Jessie and her husband, Will, have been searching a few months for a big house in the country so they can move away from London. They feel it will be a good move for Will’s teenager, Bella, who’s been troubled since the death of her mother, Will’s first wife. And it would be a wonderful way to raise their preschooler, Romy — out in the fresh air, with plenty of room to run and wander and explore. When they find Applecote Manor it seems to be just perfect: It needs lots of work, but that means they’ll be able to afford it.
But Applecote has its ghosts: A girl went missing there more than 50 years earlier and was never found. Audrey’s cousins used to spend weeks in the summer with her at Applecote before she disappeared, but it takes five years until they end up back there, spending the end of the summer with their bereft aunt and uncle.
The story of The Wildling Sisters goes back and forth between August of 1959, when the four Wilde sisters stayed at Applecote and shared a horrific bonding experience, and the present, when Jessie is settling her blended family in to the old home.

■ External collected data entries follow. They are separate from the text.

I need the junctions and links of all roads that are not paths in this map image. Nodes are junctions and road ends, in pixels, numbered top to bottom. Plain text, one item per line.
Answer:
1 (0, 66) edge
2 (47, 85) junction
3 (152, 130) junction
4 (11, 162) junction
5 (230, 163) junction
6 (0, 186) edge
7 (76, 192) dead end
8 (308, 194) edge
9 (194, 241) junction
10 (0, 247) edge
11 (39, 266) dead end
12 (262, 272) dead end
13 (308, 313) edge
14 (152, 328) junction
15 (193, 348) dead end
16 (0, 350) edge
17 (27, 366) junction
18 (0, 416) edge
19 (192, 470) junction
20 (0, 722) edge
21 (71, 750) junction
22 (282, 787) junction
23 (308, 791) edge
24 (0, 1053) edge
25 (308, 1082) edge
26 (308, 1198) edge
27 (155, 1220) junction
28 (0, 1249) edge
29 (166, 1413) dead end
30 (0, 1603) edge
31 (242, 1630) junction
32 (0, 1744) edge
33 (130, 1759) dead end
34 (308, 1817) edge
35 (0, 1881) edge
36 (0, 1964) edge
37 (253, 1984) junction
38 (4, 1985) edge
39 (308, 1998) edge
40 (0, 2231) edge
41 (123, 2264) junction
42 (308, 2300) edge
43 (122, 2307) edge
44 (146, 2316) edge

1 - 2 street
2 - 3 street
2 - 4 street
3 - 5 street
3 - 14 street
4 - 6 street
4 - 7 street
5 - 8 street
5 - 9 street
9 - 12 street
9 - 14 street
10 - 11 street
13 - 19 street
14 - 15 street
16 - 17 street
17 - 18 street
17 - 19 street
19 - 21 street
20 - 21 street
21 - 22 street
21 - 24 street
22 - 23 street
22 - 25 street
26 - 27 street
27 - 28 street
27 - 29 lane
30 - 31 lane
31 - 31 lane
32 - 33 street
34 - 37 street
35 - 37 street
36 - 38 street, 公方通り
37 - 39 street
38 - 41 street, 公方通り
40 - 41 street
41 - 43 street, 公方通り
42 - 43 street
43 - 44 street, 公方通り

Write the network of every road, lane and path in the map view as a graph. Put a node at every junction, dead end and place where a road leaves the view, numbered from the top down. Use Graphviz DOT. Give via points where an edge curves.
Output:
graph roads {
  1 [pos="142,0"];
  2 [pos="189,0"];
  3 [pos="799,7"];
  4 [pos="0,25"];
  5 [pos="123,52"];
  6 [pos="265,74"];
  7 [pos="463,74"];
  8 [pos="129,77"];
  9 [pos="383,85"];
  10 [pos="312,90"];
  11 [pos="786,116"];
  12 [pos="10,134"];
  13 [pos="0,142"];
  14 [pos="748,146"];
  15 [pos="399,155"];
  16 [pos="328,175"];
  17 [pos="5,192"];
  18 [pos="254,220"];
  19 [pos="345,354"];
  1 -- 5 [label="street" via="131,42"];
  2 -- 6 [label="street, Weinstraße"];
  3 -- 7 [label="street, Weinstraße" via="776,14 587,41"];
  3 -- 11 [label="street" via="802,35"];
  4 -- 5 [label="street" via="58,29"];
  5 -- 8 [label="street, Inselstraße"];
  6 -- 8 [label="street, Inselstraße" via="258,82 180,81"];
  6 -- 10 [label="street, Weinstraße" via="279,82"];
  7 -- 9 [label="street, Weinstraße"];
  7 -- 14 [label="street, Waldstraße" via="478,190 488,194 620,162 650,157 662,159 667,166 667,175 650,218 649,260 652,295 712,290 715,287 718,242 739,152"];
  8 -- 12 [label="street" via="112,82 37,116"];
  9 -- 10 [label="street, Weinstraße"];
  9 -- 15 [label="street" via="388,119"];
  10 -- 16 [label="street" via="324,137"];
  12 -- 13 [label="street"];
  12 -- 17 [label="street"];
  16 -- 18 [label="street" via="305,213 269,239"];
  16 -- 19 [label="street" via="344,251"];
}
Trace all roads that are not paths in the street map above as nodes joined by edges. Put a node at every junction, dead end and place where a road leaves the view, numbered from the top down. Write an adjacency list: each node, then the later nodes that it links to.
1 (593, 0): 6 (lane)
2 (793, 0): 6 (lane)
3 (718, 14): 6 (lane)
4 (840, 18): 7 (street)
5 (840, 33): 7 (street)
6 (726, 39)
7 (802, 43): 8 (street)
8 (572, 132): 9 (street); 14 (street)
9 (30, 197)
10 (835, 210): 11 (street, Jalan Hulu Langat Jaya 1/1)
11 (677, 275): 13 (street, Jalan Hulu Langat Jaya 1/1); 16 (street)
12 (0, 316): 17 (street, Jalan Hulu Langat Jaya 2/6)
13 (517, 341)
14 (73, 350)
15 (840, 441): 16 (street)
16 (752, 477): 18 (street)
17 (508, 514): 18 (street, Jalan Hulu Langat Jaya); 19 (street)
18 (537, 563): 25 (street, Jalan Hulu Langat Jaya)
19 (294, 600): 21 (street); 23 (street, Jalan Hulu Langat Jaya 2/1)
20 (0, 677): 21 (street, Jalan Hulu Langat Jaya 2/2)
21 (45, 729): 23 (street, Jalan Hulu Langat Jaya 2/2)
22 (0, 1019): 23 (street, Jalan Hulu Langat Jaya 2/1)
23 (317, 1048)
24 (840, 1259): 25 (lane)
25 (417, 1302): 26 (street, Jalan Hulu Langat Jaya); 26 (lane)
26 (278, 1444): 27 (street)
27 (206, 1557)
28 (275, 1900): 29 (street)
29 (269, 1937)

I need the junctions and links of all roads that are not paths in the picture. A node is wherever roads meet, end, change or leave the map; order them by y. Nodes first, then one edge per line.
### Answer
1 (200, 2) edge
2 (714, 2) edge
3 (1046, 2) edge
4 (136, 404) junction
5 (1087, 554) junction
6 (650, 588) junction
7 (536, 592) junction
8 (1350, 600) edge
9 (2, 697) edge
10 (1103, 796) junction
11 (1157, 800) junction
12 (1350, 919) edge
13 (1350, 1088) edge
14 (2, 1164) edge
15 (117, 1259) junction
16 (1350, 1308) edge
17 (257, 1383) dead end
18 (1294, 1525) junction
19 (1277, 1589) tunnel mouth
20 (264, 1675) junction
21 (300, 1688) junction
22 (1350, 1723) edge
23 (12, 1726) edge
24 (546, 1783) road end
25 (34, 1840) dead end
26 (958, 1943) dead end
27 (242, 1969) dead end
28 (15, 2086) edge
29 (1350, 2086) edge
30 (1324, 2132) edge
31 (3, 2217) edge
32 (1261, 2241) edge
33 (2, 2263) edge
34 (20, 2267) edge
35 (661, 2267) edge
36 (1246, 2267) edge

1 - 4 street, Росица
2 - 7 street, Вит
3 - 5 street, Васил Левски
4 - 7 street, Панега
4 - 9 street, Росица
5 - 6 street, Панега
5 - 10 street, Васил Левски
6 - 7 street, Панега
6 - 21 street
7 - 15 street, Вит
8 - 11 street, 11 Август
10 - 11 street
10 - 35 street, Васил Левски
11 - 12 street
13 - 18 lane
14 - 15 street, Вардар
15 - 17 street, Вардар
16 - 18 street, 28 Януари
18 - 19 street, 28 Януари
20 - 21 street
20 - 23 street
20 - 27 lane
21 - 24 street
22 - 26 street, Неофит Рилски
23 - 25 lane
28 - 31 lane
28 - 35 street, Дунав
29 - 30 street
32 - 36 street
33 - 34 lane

There’s a sense of foreboding hanging over the story in both times: Readers know something devastating is going to happen to teens Flora, Pam and Margot and preteen Dot, that they will have a secret to keep of their own, all on top of dealing with the secrets that underlie the disappearance of their cousin. And those secrets somehow cling to the house decades later, when Jessie and Will move in. Will they be able to find some peace in the countryside, or will the ghosts of the past, however unrelated to them, make it impossible?
I enjoy stories of dark secrets from the past bubbling up to the surface in the present day, so I was eager to find out how this book played out. I wasn’t disappointed. I felt invested in what happened not just to the four “Wildling” sisters (as their uncle called them) but to Jessie, who so much wants to make peace with her stepdaughter and the ever-present specter of her husband’s seemingly perfect dead wife. I couldn’t put the book down for the last third and enjoyed how the ending came together.
Rated: Moderate. There are three uses of strong language and a few other uses of milder language; sexual content includes vague references to the free lifestyle of the four girls’ mother and the developing bodies of the girls, as well as a few teen-girl observations on seeing or almost seeing manly body parts. The one narrator talks about her sister saying she almost “went all the way” and there is a scene of some kissing and fondling.
*I received an ARC of this book in exchange for my honest review.